The text mentioned in red indicates that the text has been translated into English, while the text in white indicates that this text has not yet been translated.

Figure 1.7: The right top corner shows one rule in red which has been applied while the second rule in white is next to be applied to the parse tree

Apply rule 4

Open source hierarchical phrase based machine trans- lation system
JOSHUA

Main functionalities
Language Model
MERT

Moses

Factored Translation Model

Example of phrase based MT lagging

Toolkit

However, most of the systems mentioned above are not open source and therefore not readily available for research. In the following topics, we present two of the well-known open source hierarchical phrase-based MT systems. Joshua implements all the algorithms needed for synchronous CFGs: graph parsing, n-gram language model integration, bundle and cube pruning, and k-best extraction.

The toolkit has been shown to achieve state-of-the-art translation performance on the WMT09 French-English translation task. Instead of using the entire corpus for grammar extraction, only part of the corpus is used as suggested by Kishore Papineni. Each selected sentence causes an increase in the n-grams in W present in it by their number in that sentence.

Hierarchical phrase-based MT requires grammars extracted from parallel corpus, but in real translation tasks, grammars are too large and often violate memory con-. In this part, we describe the different sub-functionalities of the decoding algorithms as described in Li et al. Grammar Formalism The decoder implements a synchronous context-free grammar (SCFG) of the kind described by Heiro.

Chart Parsing Given a source sentence, the decoder produces 1-best and k-best translation using a CKY parser. This java implementation can read ARPA from what is provided by the SRILM toolkit and therefore the decoder can be used independently of SRILM. They also developed their own code that allows the decoder to use the SRILM toolkit to read and score n-grams.

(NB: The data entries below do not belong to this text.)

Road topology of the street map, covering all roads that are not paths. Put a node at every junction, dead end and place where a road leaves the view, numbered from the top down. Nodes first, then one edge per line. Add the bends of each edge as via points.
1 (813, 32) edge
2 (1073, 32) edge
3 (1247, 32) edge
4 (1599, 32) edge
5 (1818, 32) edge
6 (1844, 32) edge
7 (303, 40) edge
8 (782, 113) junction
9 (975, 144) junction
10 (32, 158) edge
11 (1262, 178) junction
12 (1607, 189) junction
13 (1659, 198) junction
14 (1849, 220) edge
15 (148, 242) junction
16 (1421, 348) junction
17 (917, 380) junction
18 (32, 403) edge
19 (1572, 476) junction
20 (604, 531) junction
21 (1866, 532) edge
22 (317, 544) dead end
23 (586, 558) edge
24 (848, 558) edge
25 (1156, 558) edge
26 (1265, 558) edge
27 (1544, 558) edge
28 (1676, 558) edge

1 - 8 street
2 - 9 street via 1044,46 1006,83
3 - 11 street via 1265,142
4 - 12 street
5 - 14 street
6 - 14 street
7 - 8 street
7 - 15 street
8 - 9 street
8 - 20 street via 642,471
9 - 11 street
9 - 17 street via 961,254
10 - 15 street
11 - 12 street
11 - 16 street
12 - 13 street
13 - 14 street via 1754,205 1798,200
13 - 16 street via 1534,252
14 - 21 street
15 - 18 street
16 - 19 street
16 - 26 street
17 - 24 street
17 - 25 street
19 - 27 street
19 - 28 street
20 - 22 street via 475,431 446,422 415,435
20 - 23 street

He recently started developing a phrase-based hierarchical MT to make it a complete toolkit. That's why he brought a complete set of translation tools for academic research. The decoder is a central component of a toolkit that was taken from the pharaoh in order to attract the interests of the pharaoh's followers.

Phrase based translation of a Hindi sentence to En- glish sentence
Example to establish reordering
Websites for Gazetteer list
Examples of noisy data in CoNll corpus
Grammar correction example
Single reference translation
Multiple Reference Translations
Translation models

Factor-Based Translation Model

Hindi-english translation

I Proceedings of the 2003 Conference of the North American Chapter of Association for Computational Linguistics on Human Language Technology - bind 1, NAACL ’03, side 48-54, Stroudsburg, PA, USA. I Proceedings of the Joint Fifth Workshop on Statistical Machine Translation and MetricsMATR, WMT ’10, side 133-137, Stroudsburg, PA, USA. InProceedings af den 21. internationale konference om computational Linguistics og det 44. årlige møde i Association for Computational Linguistics, ACL-44, side 609-616, Stroudsburg, PA, USA.

InProceedings of the 43rd Annual Meeting on Association for Computational Linguistics, ACL '05, pages 271–279, Stroudsburg, PA, USA. For example:- (This mapping was observed during the training) BArt kA prDAn m/F→Prime Minister of India If a similar sentence appears during testing,. Input for Hi-En translation system is:- sV~ l l\Xn m\ EgrA pln Expected output is:- plane down in central London.

System A: Responsibility of Israeli officials for airport security Reference: Israeli officials are responsible for airport security SYSTEM B: airport security Israeli officials are responsible. Israeli officials are responsible for airport security Israel is responsible for security at this airport. The security work for this airport is the responsibility of the Israeli government, the Israeli side was responsible for the security of this airport.

English Rule-Based Voter from Lucene The configuration for factors was done as follows:-.